Richard Van Staten, CEO of Quantam and accomplished public speaker, understands the major hurdles speakers face and the most effective tips to mastering the art form. The valuable lessons he shared can be extraordinarily helpful, even if you only have one day to prepare for your event.

#1 - Utilize Humor

Regardless of your audience, there is one thing everyone has in common--they like to laugh. Don't you? Laughing occurs when people relate with what you are saying, have experienced something similar--or they just downright appreciate the delivery.

"Start your speech with humor to loosen up the audience and let them know they will have a good time while learning," suggests Van Staten. "It will also loosen you up before you begin."

Remember, though, that different types of humor are applicable and appropriate for different audiences. Be sure that your humor is tailored to your audience and you will get a resounding reaction. Break the ice.

I suggest mentioning politics (just kidding--please don't do that). 

#2 - Be Genuine

Public speakers who hone their craft usually listen to professional speakers over and over again. Hearing Tony Robbins on the stage and learning his quirks and rhythm sounds very romantic to accomplish. However, Van Staten warns that when you take on the attributes of a more popular speaker, you drown out the very reason you were invited in the first place-- you

"Permit your personality to come out and be genuine in delivering discussion about your topic," suggests Van Staten. "The audience will echo with you more than if they find you to be a fraud."

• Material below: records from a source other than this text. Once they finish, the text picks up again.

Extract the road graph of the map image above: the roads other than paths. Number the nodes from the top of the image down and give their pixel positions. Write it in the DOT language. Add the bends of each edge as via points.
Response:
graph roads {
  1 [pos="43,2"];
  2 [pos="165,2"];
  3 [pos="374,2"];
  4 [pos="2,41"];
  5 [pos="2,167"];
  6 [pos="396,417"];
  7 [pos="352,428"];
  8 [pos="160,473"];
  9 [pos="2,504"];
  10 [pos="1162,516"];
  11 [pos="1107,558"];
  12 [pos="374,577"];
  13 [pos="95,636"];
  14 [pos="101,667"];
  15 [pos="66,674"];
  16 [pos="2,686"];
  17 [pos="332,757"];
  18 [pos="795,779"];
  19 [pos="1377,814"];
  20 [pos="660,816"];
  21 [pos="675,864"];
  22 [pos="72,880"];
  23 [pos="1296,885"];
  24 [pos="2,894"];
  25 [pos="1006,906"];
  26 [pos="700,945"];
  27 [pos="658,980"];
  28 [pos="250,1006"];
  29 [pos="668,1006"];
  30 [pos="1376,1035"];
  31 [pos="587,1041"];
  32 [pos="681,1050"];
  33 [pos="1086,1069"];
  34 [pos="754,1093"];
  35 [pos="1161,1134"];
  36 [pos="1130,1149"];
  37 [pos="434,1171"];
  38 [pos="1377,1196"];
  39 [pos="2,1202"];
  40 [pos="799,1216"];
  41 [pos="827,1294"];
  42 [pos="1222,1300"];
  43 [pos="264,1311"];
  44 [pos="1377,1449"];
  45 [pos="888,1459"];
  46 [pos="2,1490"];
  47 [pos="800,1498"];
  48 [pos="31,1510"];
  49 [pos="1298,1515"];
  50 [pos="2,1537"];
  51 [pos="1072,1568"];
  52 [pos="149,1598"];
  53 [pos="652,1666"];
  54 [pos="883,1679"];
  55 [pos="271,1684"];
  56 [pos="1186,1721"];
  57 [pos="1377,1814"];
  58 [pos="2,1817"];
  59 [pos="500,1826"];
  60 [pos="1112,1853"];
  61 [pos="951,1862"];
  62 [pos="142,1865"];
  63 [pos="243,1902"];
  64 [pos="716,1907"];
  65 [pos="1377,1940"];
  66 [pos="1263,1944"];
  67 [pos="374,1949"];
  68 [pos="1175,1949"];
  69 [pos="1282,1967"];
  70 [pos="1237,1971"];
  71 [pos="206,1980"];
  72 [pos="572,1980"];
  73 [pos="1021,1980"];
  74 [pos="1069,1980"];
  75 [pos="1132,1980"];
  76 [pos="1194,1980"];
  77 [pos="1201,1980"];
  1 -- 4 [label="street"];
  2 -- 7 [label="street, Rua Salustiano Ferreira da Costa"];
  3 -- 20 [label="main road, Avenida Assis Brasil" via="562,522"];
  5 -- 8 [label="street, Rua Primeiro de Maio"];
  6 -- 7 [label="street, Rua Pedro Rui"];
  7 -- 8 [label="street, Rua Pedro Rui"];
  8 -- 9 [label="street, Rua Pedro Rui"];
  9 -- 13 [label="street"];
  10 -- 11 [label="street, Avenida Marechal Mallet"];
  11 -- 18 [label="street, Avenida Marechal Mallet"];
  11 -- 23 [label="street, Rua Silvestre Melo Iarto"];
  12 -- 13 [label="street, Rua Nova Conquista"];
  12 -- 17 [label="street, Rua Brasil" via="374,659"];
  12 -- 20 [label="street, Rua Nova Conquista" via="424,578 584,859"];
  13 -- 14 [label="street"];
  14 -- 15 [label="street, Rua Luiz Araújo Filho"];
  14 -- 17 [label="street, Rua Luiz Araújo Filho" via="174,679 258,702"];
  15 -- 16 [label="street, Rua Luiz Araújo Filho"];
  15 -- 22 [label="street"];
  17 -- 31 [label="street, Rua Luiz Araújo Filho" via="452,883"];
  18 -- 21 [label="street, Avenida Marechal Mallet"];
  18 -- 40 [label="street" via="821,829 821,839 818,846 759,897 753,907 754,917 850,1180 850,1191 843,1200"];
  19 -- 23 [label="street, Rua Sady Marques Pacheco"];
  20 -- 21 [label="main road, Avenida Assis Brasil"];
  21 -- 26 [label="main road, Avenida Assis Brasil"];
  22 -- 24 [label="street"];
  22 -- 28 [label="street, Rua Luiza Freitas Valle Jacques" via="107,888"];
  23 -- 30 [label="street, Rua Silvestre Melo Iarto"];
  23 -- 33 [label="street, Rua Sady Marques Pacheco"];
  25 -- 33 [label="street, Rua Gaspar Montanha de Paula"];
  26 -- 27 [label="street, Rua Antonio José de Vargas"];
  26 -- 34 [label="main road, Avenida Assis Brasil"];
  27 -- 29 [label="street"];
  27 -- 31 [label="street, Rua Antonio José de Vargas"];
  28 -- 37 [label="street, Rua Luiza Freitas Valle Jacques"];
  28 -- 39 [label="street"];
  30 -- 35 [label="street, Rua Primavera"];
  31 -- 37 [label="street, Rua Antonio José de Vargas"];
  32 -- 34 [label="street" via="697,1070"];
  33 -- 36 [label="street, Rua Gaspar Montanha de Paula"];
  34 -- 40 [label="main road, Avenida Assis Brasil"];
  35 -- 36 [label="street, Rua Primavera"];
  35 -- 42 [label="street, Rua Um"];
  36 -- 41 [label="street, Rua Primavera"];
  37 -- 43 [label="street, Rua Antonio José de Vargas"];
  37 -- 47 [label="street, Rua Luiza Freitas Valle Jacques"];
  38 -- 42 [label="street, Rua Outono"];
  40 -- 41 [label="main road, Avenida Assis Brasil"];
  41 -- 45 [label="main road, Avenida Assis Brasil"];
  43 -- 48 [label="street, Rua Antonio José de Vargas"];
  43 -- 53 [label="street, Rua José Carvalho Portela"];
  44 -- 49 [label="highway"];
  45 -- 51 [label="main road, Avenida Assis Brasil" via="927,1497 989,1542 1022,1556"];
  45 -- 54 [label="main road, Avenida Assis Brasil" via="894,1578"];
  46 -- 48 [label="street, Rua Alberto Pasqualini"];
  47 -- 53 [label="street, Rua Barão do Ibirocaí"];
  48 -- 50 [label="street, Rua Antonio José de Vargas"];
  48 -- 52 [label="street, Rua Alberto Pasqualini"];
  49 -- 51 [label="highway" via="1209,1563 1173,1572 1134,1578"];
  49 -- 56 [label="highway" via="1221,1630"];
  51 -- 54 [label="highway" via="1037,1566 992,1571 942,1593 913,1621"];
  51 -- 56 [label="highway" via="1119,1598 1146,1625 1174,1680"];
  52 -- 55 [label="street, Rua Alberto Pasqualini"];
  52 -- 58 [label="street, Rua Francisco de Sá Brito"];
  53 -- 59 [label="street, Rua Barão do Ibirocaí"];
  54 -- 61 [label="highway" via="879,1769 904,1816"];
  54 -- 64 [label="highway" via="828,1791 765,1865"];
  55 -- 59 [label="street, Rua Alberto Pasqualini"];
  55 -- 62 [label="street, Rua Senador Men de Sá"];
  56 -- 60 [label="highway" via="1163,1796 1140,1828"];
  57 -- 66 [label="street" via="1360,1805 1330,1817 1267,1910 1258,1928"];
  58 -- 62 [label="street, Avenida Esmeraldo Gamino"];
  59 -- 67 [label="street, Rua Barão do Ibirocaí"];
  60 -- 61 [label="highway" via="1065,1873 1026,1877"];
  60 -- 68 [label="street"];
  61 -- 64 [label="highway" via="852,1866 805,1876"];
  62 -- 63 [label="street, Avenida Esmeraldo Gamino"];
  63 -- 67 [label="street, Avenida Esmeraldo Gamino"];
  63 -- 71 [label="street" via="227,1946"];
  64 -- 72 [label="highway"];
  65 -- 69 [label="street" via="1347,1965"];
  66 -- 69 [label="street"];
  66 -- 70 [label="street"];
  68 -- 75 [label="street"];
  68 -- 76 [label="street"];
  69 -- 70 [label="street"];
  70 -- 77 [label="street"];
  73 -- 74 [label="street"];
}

You're unique, so let people hear from the genuine you.

#3 - Understand Your Audience

You've probably heard the expression 'know your audience.' This is perhaps most apparent when your audience is sitting in front of you, listening to you speak.

Are you speaking at a women's conference? Will it be a room full of marketers and entrepreneurs? The message and communication styles have to be catered to the group you will be addressing, otherwise, you won't make an impact while you are on stage.

You may not necessarily 'know your audience' before you engage, but you can make a fair assessment based on your research of the event and its previous attendees. That assessment will help you understand your audience's common goals and pain points so you can craft your speech accordingly.

#4 - Adjust To Your Audience

Understanding your audience is one thing, but adjusting in real time is how public speakers turn good speeches into great ones.

Van Staten offers several possibilities when it comes to tailoring your presentation: message, introduction, visuals, humor, content, preparation, body language, inflection, and speed are all variables to be changed depending on your crowd. It's the little things that will determine the wow factor the audience experiences with your speech.

"What's the end result of your speech? Is it actionable advice, motivational messaging, or something else entirely? Whatever the goal, keep it in mind to help you stay on track as you make those necessary adjustments," suggests Van Staten.

It's important not to get lost in the mix of the presentation and forget one of the most important pieces of this puzzle--the audience. The better you know them, the more refined message can become.

At the end of the day (or speech), there's nothing but positive experience to gain as a result of any public speaking opportunity. It's up to you, however, to maximize your impact by leveraging proven techniques. See you up on the stage--can't wait to hear that first joke.